Viva La Robot Revolution!
Johnny has sent out a final bit of instructions to his five friends. He informs us that all of the substations are linked, and that if Pastor Ned's code is input into 36 different substations, it will release an EMP that will destroy every robot on the planet. But if we input the code backwards, the pulse will destroy the grid connecting the substations, freeing the robots from the threat of mass destruction. §

Johnny has set up a new website, VivaLaRobot.com to keep track of how many people have input the code to save the robots, or the code that destroys them. I sent my first video into Johnny's new email address: Johnny@vivalarobot.com and hopefully I can hit a couple more Subway's tomorrow to get video. I don't want 011iver or any of the rest of the robots to die. We must save them!
 
And the Winner Is...
...the Robots! Sorta. Team Viva La Robot managed to get more codes entered than the 36 did, so for now the robots are safe. Sadly, Viva La Robot did not manage to get the backwards code entered in 36 different Subways (I think we got 10 to Pastor Ned's 7) § so the threat still exists - especially since Carol Coldoil has fled. Johnny/Lugnut and RAM have taken over MBILF and RobotFriendFinder so we can still submit our roboporn pictures and try to find the robot of our dreams. And I guess this means that Robot Speed Dating is still on. Woo!

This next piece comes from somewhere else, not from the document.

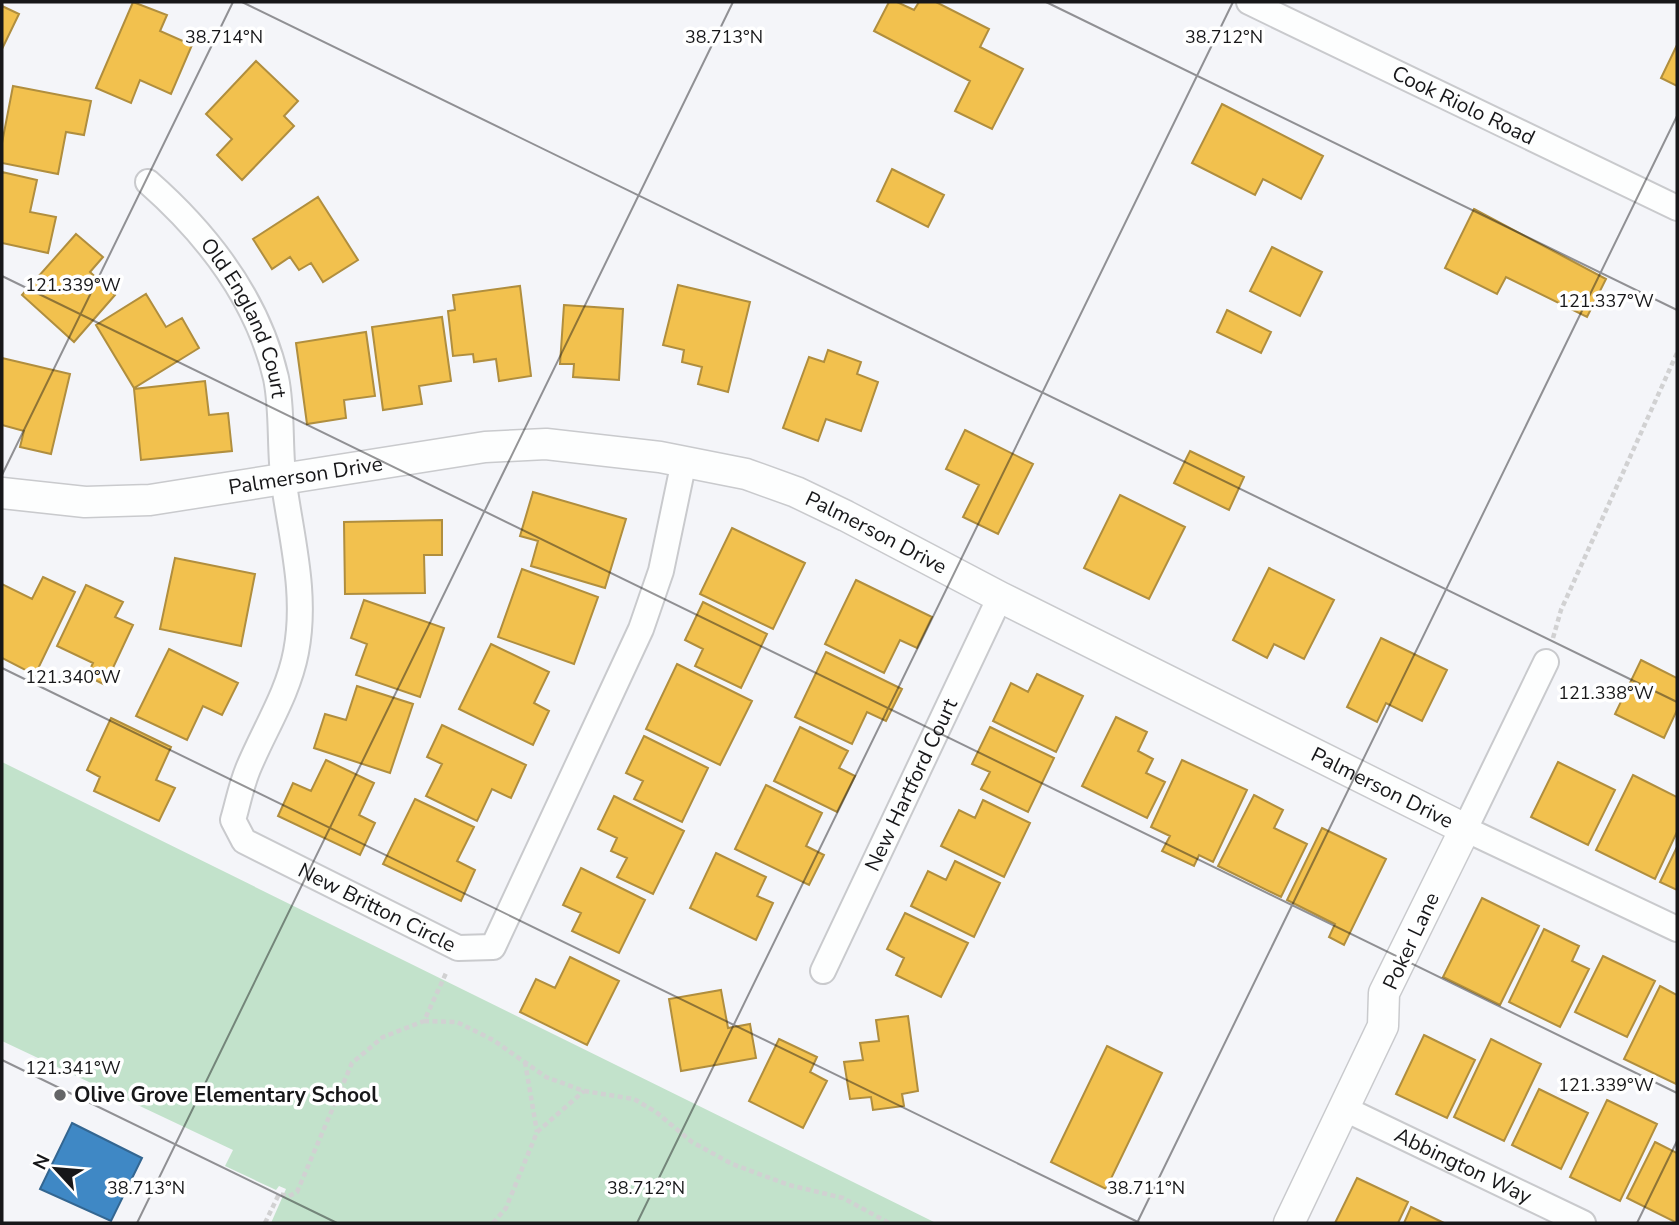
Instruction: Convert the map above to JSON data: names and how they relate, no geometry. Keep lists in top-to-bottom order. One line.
{"streets":{"street":["Cook Riolo Road","Old England Court","Palmerson Drive","New Hartford Court","New Britton Circle","Poker Lane","Abbington Way"]},"crossings":[["Old England Court","Palmerson Drive"],["Old England Court","New Britton Circle"],["Palmerson Drive","New Hartford Court"],["Palmerson Drive","New Britton Circle"],["Palmerson Drive","Poker Lane"],["Poker Lane","Abbington Way"]],"places":["Olive Grove Elementary School"],"north":"top left","coordinates":["38.714°N","38.713°N","38.712°N","121.339°W","121.337°W","121.340°W","121.338°W","121.341°W","38.711°N"]}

And in even happier news, Tim doesn't seem to be evil. Hooray! He posted video evidence showing how he entered the 8335 code. I do have to say his tweets before he left town were making me believe more and more that he was evil, but now I'm glad that 011ie never found out our/my theory. 011ie probably wouldn't have believed it anyway. He certainly didn't believe about the 36 destruction code. At least Chuck believed and made 011ie go with her to enter the code.